* Your instructions *
Below are some entries. Repeat exactly the lines from the one with "cairo_arc(cr, x + w - r, y + r, r, 1.5" through the one with "cairo_mask(cr, soft);", and only those.

* Records to use *

════

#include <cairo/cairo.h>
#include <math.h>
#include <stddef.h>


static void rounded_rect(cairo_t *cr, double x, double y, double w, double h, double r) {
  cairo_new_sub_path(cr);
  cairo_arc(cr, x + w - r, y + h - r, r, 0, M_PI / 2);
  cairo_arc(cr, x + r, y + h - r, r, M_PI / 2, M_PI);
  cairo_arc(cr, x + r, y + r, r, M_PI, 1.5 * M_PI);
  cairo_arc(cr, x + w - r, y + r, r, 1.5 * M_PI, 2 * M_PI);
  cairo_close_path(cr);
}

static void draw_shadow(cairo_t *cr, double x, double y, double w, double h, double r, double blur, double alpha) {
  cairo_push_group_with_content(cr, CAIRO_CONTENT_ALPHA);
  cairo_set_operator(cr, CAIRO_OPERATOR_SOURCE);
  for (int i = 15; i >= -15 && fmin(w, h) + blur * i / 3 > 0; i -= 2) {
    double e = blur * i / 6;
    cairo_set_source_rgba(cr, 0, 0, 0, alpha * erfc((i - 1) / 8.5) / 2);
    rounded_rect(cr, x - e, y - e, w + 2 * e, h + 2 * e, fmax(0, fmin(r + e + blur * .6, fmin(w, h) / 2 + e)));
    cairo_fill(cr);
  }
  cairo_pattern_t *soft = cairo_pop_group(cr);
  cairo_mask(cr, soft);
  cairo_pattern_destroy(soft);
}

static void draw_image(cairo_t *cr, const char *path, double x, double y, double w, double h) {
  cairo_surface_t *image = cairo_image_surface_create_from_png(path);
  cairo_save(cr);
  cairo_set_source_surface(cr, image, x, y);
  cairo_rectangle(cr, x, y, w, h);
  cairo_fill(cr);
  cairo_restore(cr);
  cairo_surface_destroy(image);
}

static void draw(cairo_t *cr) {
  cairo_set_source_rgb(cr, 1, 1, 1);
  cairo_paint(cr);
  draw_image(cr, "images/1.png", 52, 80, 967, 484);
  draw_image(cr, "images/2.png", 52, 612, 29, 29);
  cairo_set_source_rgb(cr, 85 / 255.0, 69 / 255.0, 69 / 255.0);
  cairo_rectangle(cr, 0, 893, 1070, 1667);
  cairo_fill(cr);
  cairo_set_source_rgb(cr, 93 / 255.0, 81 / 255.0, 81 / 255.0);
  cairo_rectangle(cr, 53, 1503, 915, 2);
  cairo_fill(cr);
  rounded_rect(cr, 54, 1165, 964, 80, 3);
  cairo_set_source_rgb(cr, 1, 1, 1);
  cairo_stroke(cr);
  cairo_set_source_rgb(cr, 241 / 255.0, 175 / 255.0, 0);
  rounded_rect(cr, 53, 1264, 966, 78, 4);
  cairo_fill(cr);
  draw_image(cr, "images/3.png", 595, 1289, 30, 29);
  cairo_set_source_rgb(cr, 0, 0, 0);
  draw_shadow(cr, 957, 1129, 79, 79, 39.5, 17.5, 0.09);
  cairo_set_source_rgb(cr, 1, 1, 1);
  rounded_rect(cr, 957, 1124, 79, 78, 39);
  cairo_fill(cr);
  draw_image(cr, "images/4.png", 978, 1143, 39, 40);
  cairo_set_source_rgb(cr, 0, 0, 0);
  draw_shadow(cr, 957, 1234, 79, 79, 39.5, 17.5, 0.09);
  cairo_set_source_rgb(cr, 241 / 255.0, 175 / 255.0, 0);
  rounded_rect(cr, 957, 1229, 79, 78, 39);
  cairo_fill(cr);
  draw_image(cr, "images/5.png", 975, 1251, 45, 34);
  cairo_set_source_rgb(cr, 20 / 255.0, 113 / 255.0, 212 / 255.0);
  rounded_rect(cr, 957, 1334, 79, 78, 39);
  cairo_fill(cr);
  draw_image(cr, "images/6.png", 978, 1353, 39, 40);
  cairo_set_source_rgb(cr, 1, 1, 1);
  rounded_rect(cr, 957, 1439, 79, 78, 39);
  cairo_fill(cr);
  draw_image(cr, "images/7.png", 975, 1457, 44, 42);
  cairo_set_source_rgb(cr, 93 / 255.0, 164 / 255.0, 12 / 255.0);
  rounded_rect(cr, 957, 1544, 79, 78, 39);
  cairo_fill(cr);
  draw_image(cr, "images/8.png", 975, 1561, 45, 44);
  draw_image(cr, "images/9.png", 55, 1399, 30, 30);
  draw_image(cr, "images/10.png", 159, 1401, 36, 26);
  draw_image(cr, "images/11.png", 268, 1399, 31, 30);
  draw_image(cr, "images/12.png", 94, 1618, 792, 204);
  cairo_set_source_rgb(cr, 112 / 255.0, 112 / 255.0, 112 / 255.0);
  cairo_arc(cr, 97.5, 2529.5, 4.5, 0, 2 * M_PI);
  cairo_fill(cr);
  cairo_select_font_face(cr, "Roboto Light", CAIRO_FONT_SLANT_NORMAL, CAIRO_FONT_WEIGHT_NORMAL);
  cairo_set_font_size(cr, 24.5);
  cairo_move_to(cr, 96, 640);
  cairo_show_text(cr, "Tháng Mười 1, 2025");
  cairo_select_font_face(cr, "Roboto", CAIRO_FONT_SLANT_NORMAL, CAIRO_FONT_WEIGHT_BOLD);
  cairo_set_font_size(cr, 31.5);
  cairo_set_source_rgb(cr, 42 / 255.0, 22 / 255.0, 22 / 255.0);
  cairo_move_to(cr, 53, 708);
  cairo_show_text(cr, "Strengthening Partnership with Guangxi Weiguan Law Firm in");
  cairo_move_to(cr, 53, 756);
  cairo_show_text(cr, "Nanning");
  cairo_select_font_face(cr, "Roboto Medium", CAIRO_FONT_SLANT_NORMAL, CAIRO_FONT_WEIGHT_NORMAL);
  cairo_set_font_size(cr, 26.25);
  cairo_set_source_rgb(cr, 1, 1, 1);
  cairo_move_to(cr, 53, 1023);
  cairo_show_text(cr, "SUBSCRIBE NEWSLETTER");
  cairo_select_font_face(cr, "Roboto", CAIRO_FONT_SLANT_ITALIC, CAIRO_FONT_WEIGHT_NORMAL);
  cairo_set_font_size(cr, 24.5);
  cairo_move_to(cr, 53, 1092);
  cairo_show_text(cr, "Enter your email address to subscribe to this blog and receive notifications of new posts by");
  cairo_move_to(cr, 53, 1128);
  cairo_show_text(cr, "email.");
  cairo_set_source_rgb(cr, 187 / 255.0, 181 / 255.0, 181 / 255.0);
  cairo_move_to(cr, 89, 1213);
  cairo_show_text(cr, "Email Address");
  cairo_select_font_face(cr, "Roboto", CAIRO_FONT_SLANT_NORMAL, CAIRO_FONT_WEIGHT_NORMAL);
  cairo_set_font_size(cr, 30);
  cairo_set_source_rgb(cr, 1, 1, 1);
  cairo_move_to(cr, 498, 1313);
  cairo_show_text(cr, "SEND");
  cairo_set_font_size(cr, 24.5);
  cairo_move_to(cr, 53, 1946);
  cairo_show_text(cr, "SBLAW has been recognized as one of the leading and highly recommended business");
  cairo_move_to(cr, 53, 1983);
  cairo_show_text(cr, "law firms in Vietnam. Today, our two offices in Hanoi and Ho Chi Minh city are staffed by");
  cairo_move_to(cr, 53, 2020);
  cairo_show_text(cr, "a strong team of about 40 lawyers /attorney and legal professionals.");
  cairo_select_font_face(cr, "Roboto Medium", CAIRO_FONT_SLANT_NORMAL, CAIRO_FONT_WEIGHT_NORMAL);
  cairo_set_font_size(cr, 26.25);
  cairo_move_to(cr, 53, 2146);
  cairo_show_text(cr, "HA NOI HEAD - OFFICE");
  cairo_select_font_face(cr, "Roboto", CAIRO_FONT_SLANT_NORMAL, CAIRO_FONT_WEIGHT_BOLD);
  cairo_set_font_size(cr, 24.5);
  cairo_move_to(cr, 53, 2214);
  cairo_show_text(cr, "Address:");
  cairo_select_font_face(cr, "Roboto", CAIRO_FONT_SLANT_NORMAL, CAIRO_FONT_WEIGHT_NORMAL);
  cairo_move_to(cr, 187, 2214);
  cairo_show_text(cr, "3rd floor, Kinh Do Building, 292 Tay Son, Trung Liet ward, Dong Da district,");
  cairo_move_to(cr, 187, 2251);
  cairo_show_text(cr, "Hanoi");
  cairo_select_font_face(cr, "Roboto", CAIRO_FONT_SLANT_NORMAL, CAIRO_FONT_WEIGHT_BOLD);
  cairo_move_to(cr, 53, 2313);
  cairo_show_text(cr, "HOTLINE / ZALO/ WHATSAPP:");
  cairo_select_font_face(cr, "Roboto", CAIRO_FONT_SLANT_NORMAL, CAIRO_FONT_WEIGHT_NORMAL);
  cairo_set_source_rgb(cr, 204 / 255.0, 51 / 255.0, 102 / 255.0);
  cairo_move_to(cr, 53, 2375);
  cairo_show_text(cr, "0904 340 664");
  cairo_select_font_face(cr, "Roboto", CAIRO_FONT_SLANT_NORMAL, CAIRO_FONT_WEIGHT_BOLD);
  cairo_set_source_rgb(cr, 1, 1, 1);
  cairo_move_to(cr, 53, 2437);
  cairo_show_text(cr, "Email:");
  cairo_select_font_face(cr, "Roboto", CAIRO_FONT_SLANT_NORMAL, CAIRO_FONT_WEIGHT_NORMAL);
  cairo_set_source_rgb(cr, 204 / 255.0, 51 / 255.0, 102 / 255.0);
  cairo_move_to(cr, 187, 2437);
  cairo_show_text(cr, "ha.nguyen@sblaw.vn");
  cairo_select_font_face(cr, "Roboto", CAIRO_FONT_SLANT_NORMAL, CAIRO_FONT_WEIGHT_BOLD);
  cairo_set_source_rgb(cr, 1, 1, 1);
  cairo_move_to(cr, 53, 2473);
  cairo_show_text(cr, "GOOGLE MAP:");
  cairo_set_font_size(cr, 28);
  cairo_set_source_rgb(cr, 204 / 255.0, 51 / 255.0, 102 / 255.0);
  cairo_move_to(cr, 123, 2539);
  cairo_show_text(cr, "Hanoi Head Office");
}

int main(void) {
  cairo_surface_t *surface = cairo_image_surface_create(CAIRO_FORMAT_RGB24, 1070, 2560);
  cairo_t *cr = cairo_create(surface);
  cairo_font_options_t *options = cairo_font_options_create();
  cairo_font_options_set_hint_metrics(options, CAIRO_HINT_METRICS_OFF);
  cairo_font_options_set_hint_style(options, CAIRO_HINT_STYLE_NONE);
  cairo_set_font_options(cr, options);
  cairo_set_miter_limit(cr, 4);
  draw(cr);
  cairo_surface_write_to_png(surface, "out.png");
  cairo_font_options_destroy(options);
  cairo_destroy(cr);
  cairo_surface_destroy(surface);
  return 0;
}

════

* Written response *
  cairo_arc(cr, x + w - r, y + r, r, 1.5 * M_PI, 2 * M_PI);
  cairo_close_path(cr);
}

static void draw_shadow(cairo_t *cr, double x, double y, double w, double h, double r, double blur, double alpha) {
  cairo_push_group_with_content(cr, CAIRO_CONTENT_ALPHA);
  cairo_set_operator(cr, CAIRO_OPERATOR_SOURCE);
  for (int i = 15; i >= -15 && fmin(w, h) + blur * i / 3 > 0; i -= 2) {
    double e = blur * i / 6;
    cairo_set_source_rgba(cr, 0, 0, 0, alpha * erfc((i - 1) / 8.5) / 2);
    rounded_rect(cr, x - e, y - e, w + 2 * e, h + 2 * e, fmax(0, fmin(r + e + blur * .6, fmin(w, h) / 2 + e)));
    cairo_fill(cr);
  }
  cairo_pattern_t *soft = cairo_pop_group(cr);
  cairo_mask(cr, soft);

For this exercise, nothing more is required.